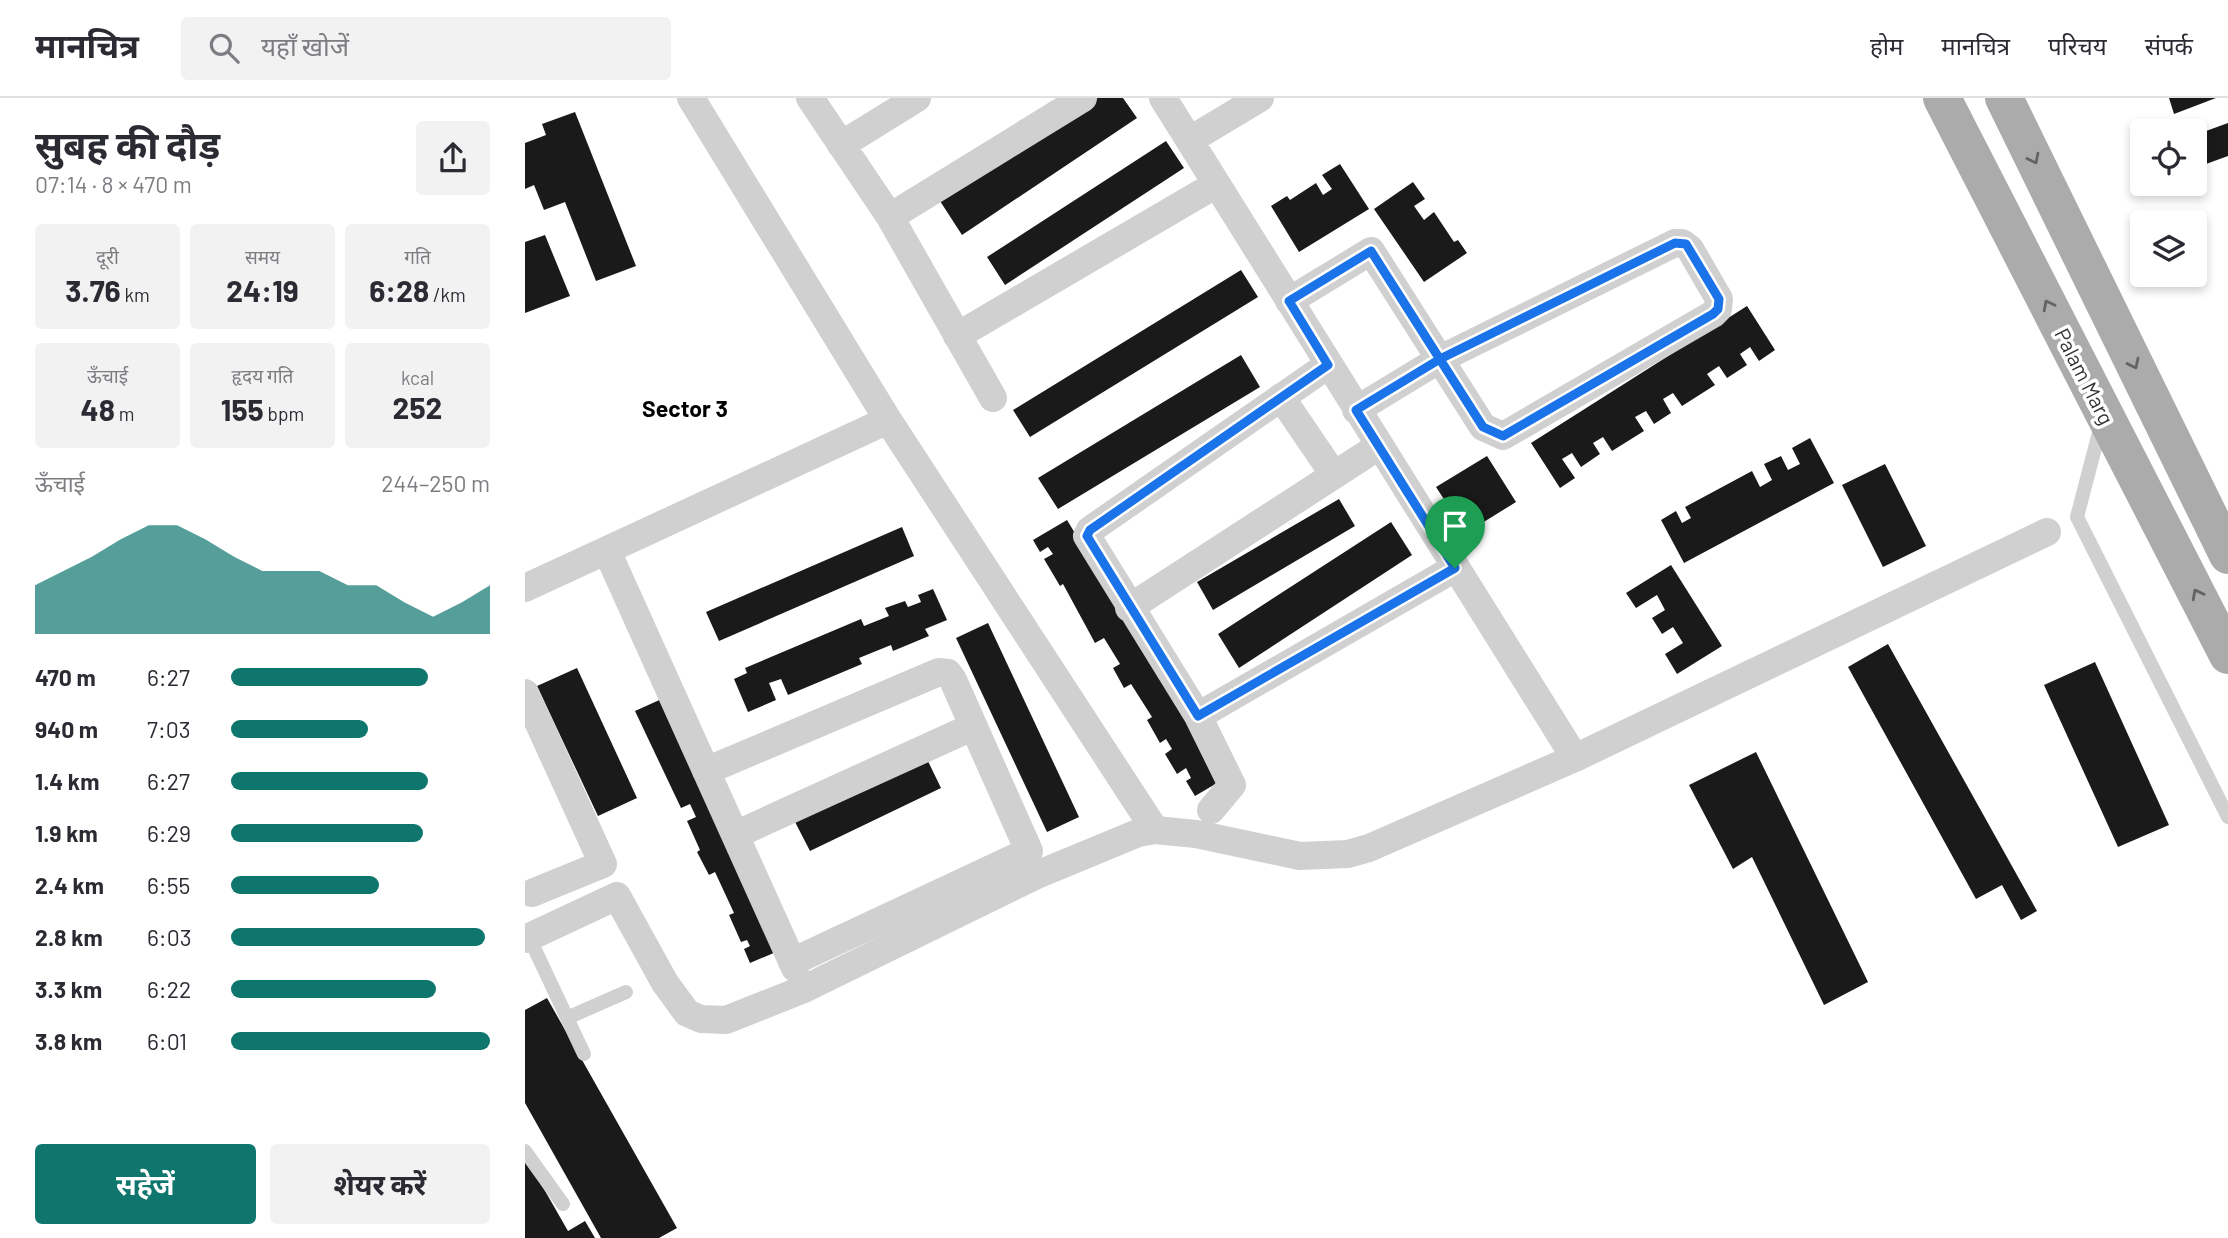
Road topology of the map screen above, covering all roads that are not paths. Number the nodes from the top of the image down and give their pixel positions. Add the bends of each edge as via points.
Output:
1 (691, 98) edge
2 (810, 98) edge
3 (917, 98) edge
4 (1083, 98) edge
5 (1163, 98) edge
6 (1260, 98) edge
7 (1942, 98) edge
8 (2015, 101) edge
9 (1190, 140) junction
10 (841, 145) junction
11 (1216, 185) junction
12 (890, 217) junction
13 (1289, 301) junction
14 (957, 336) junction
15 (1440, 359) junction
16 (1328, 365) junction
17 (1281, 397) junction
18 (993, 398) dead end
19 (1356, 410) junction
20 (2104, 414) junction
21 (888, 420) junction
22 (1379, 446) junction
23 (1334, 475) junction
24 (2047, 532) dead end
25 (607, 551) junction
26 (2228, 555) edge
27 (1455, 568) junction
28 (525, 588) edge
29 (1129, 608) junction
30 (2228, 655) edge
31 (525, 693) edge
32 (1198, 716) junction
33 (972, 727) junction
34 (1575, 758) junction
35 (706, 771) junction
36 (1211, 810) dead end
37 (2228, 817) edge
38 (1155, 830) junction
39 (735, 835) junction
40 (532, 891) edge
41 (527, 938) edge
42 (626, 992) dead end
43 (567, 1018) junction
44 (584, 1054) dead end
45 (525, 1151) edge
46 (563, 1205) dead end

1 - 21 street
2 - 10 street
3 - 10 street
4 - 12 street
5 - 9 street
6 - 9 street
20 -> 7 main road, Palam Marg
8 -> 26 main road
9 - 11 street
10 - 12 street
11 - 13 street
11 - 14 street
12 - 14 street
13 - 15 street via 1371,251
13 - 16 street
14 - 18 street
15 - 15 street via 1680,242 1719,299 1713,314 1503,436 1483,427
15 - 19 street
16 - 17 street
16 - 19 street
17 - 23 street
17 - 29 street via 1090,530 1089,544
19 - 22 street
30 -> 20 main road, Palam Marg
20 - 37 lane via 2077,517
21 - 25 street
21 - 38 street
22 - 23 street
22 - 27 street
23 - 29 street
24 - 34 street
25 - 28 street
25 - 35 street
27 - 32 street
27 - 34 street
29 - 32 street
31 - 40 street via 603,864
32 - 36 street via 1232,785
33 - 35 street via 950,675 939,671
33 - 39 street
33 - 39 street via 1029,851 794,965
34 - 38 street via 1349,855 1300,856
35 - 39 street
38 - 41 street via 1039,874 803,989 726,1020 687,1013 617,896
41 - 43 lane
42 - 43 lane
43 - 44 lane
45 - 46 lane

************

* _ACTION ITEM_
The lines to return are those in the entries above that hold "dead".

* _TASK ANSWER_
18 (993, 398) dead end
24 (2047, 532) dead end
36 (1211, 810) dead end
42 (626, 992) dead end
44 (584, 1054) dead end
46 (563, 1205) dead end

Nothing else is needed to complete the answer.